WORK INSTRUCTIONS: Each entry below is to be returned exactly, with any pictures left out.

========

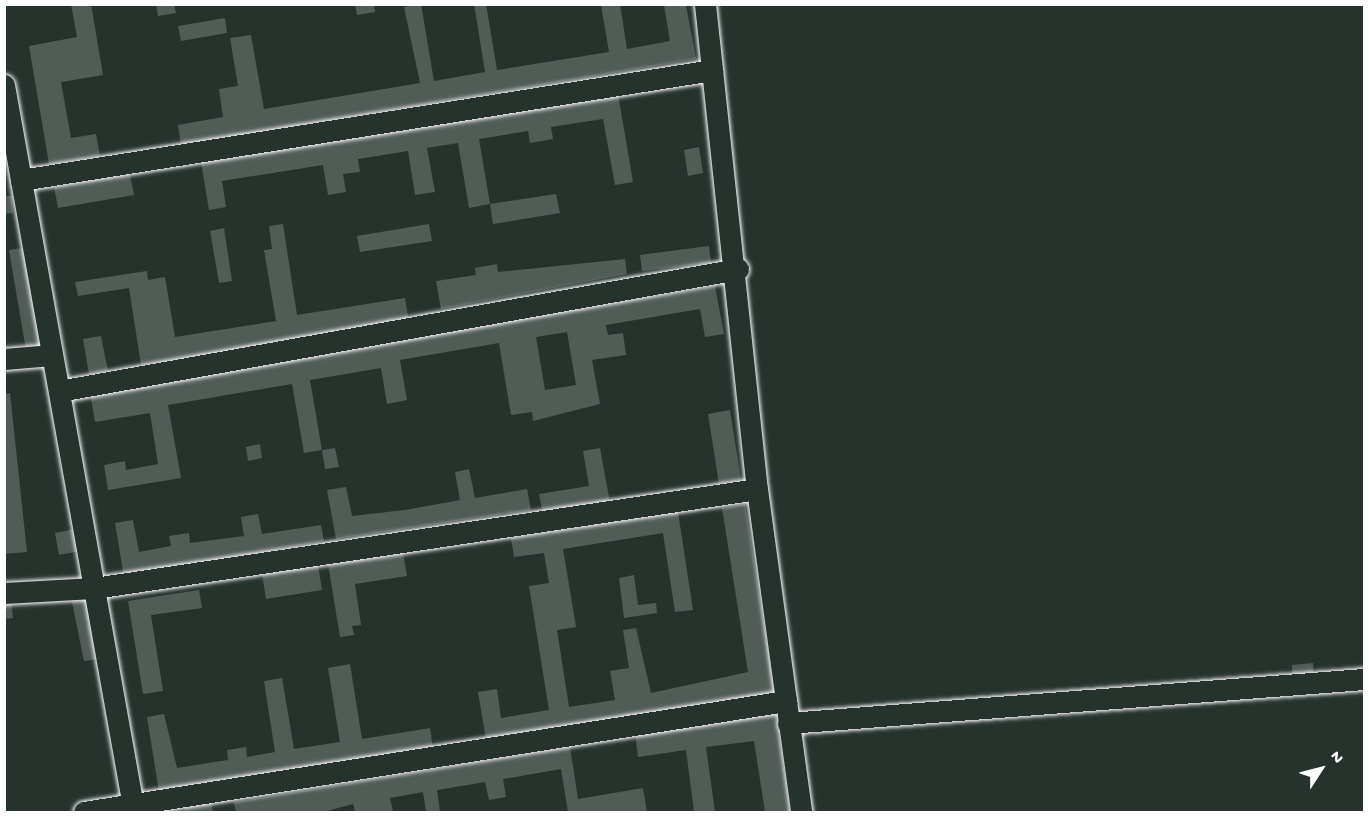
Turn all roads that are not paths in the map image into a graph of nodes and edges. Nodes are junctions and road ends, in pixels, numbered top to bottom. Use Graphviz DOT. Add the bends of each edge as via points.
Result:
graph roads {
  1 [pos="705,4"];
  2 [pos="712,70"];
  3 [pos="4,85"];
  4 [pos="21,180"];
  5 [pos="738,270"];
  6 [pos="52,355"];
  7 [pos="4,359"];
  8 [pos="59,391"];
  9 [pos="757,489"];
  10 [pos="94,588"];
  11 [pos="4,593"];
  12 [pos="1365,679"];
  13 [pos="786,701"];
  14 [pos="788,723"];
  15 [pos="133,809"];
  16 [pos="84,813"];
  17 [pos="801,813"];
  1 -- 2 [label="street"];
  2 -- 4 [label="street"];
  2 -- 5 [label="street"];
  3 -- 4 [label="street"];
  4 -- 6 [label="street"];
  5 -- 8 [label="street"];
  5 -- 9 [label="street"];
  6 -- 7 [label="street"];
  6 -- 8 [label="street"];
  8 -- 10 [label="street"];
  9 -- 10 [label="street"];
  9 -- 13 [label="street"];
  10 -- 11 [label="street"];
  10 -- 15 [label="street"];
  12 -- 14 [label="street"];
  13 -- 14 [label="street"];
  13 -- 15 [label="street"];
  14 -- 17 [label="street"];
  15 -- 16 [label="street"];
}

========

WRITTEN SOLUTION:
Turn all roads that are not paths in the map image into a graph of nodes and edges. Nodes are junctions and road ends, in pixels, numbered top to bottom. Use Graphviz DOT. Add the bends of each edge as via points.
Result:
graph roads {
  1 [pos="705,4"];
  2 [pos="712,70"];
  3 [pos="4,85"];
  4 [pos="21,180"];
  5 [pos="738,270"];
  6 [pos="52,355"];
  7 [pos="4,359"];
  8 [pos="59,391"];
  9 [pos="757,489"];
  10 [pos="94,588"];
  11 [pos="4,593"];
  12 [pos="1365,679"];
  13 [pos="786,701"];
  14 [pos="788,723"];
  15 [pos="133,809"];
  16 [pos="84,813"];
  17 [pos="801,813"];
  1 -- 2 [label="street"];
  2 -- 4 [label="street"];
  2 -- 5 [label="street"];
  3 -- 4 [label="street"];
  4 -- 6 [label="street"];
  5 -- 8 [label="street"];
  5 -- 9 [label="street"];
  6 -- 7 [label="street"];
  6 -- 8 [label="street"];
  8 -- 10 [label="street"];
  9 -- 10 [label="street"];
  9 -- 13 [label="street"];
  10 -- 11 [label="street"];
  10 -- 15 [label="street"];
  12 -- 14 [label="street"];
  13 -- 14 [label="street"];
  13 -- 15 [label="street"];
  14 -- 17 [label="street"];
  15 -- 16 [label="street"];
}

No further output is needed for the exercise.